In 1890, American naval strategist Alfred Thayer Mahan in his work The Influence of Sea Power upon History outlined that "whether they will or not, Americans must now begin to look outward. The growing production of the country demands it", establishing the basis of America's foreign and strategic policy well into the 21st century despite periods of isolation.
Indo-Pacific Asia’s evolving power paradigm is changing the way Australia views itself and its position in this changing world. The need for both continental and forward defence highlights the necessity for the nation to balance the strengths and weaknesses of Australia’s historic doctrines to form the basis of a reinvigorated Australian presence in the Indo-Pacific.
This renewed focus on the Indo-Pacific makes a great deal of sense, particularly given the position of key regional and global economic and strategic partners across the region. However, this strategic reorientation and the dominance of the maritime environment is not without its challenges, as both traditional state and emerging asymmetric threats evolve to challenge the enduring economic, political and strategic stability of both the region and Australia.
The Royal Australian Navy has emerged as one of the major beneficiaries of the nation's largest peace time military recapitalisation and modernisation program – the $90 billion Naval Shipbuilding program has focused on enhancing and future proofing the capability of both the surface and submarine fleets during a period of rapid modernisation and expansion of regional navies and, more broadly, advanced weapons systems.

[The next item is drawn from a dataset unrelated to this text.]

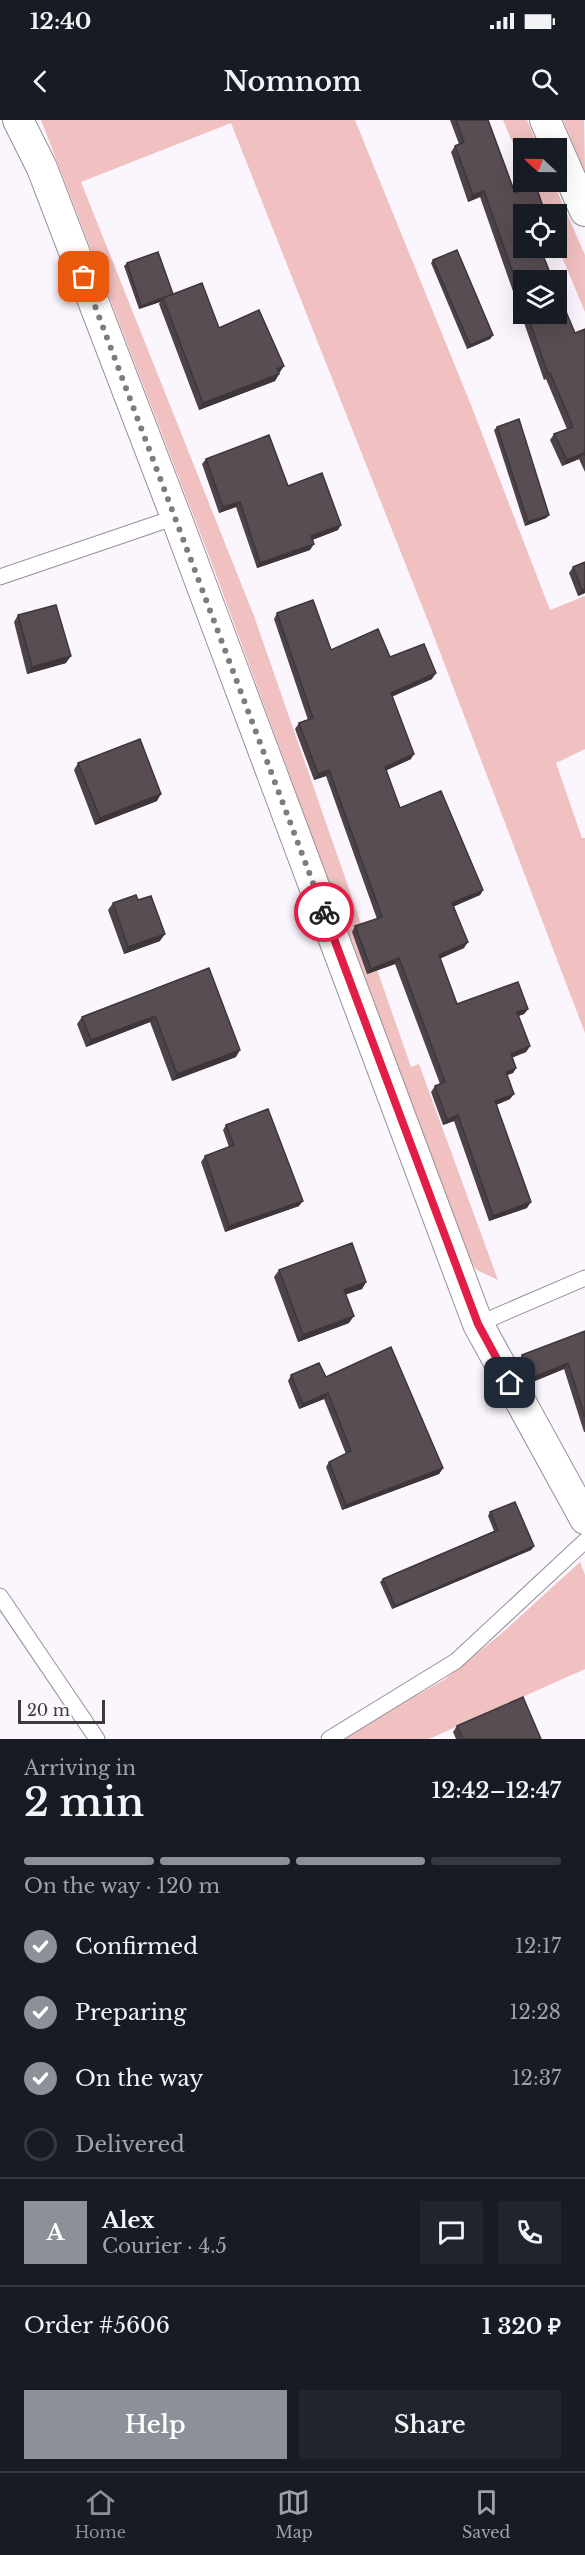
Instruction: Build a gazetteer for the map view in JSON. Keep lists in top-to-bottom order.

Recognising these emerging challenges and the growing responsibilities Australia will come to bear – the surface combatants of the RAN will become increasingly important factors of the broader regional security order. However, force structures and concepts of operations (CONOPS) will become increasingly important force multipliers for the Australian Navy.

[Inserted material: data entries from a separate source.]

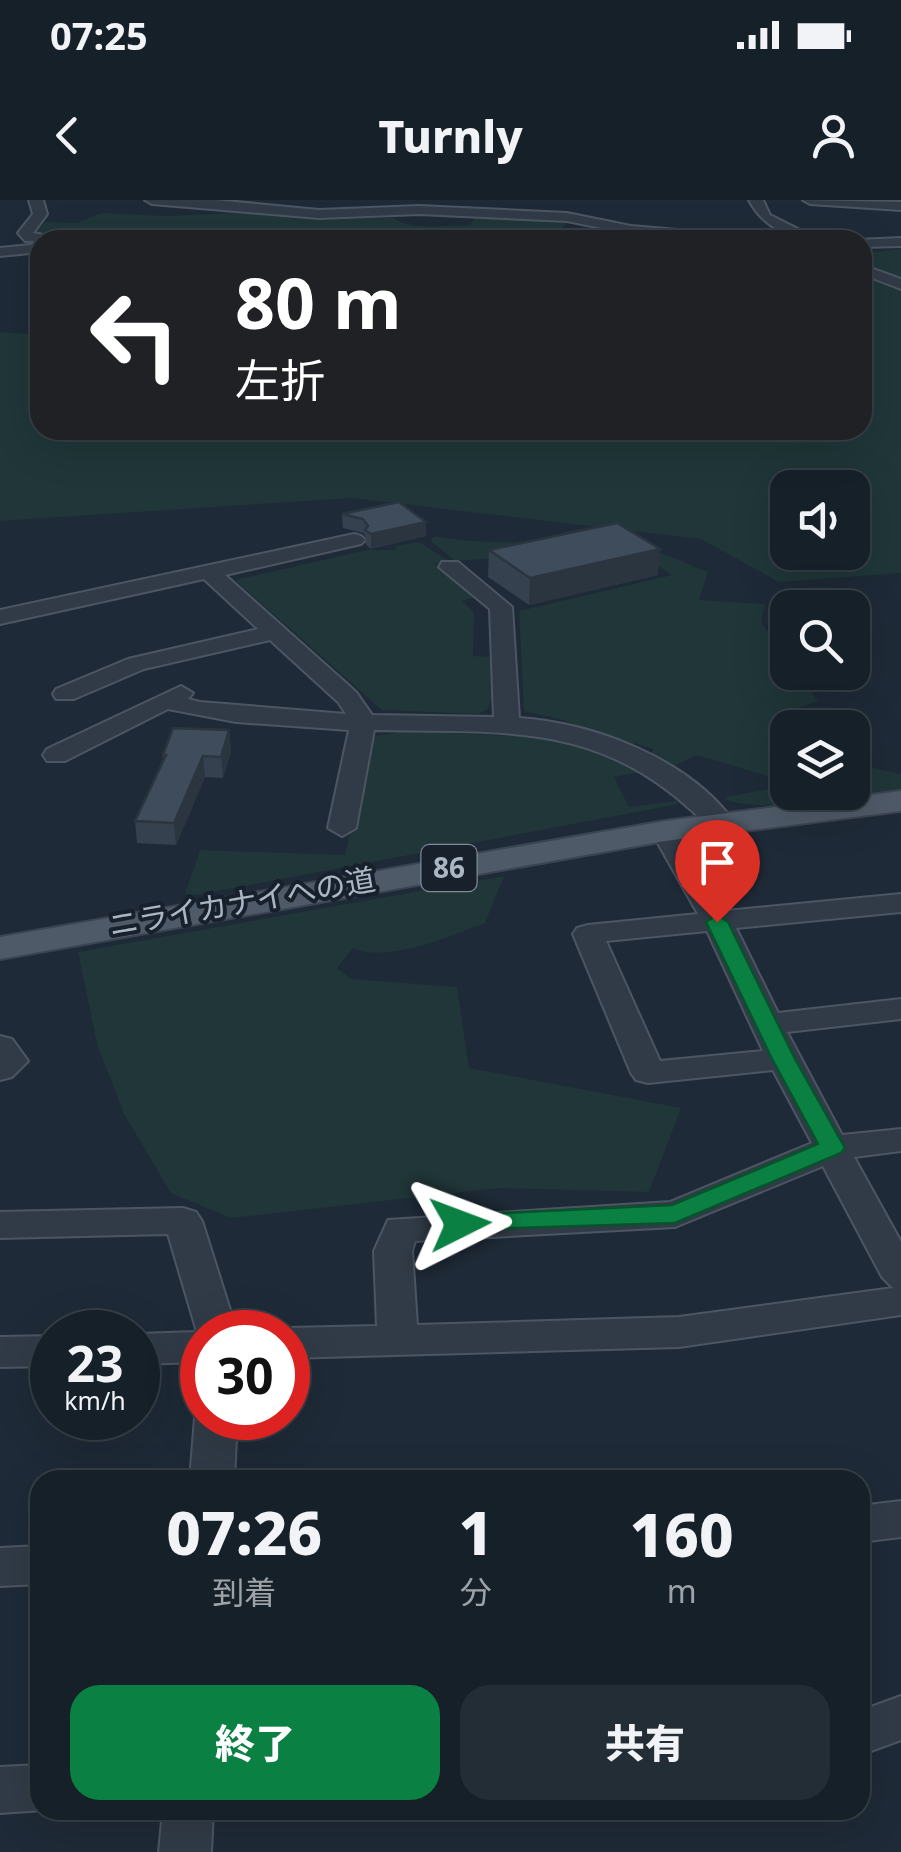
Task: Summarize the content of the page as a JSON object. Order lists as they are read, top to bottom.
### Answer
{
  "streets": {
    "main road": ["86", "ニライカナイへの道"]
  },
  "page": {
    "status": "07:25",
    "header": "Turnly",
    "turn": ["80 m", "左折"],
    "speed": "23 km/h",
    "limit": "30",
    "eta": [
      "07:26",
      "到着",
      "1",
      "分",
      "160",
      "m"
    ],
    "buttons": ["終了", "共有"]
  }
}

Major platform recapitalisation and positioning
The $35 billion SEA 5000 Hunter Class future frigate program builds on the Hobart Class guided missile destroyer program, providing a fleet of leading-edge, anti-submarine and multi-purpose guided missile frigates to replace the rapidly ageing and overworked 1990s-era Anzac Class frigates, which have served as the backbone of Australia's surface fleet.
The nine Hunter Class frigates will be based on the BAE Systems Type 26 Global Combat Ship currently under construction for the Royal Navy and will replace the eight Anzac Class frigates when they enter service beginning in the late 2020s. Hunter is billed as an anti-submarine warfare (ASW) centric vessel delivering an advanced ASW capability to the RAN at a time when 50 per cent of the world’s submarines will be operating in the Indo-Pacific region.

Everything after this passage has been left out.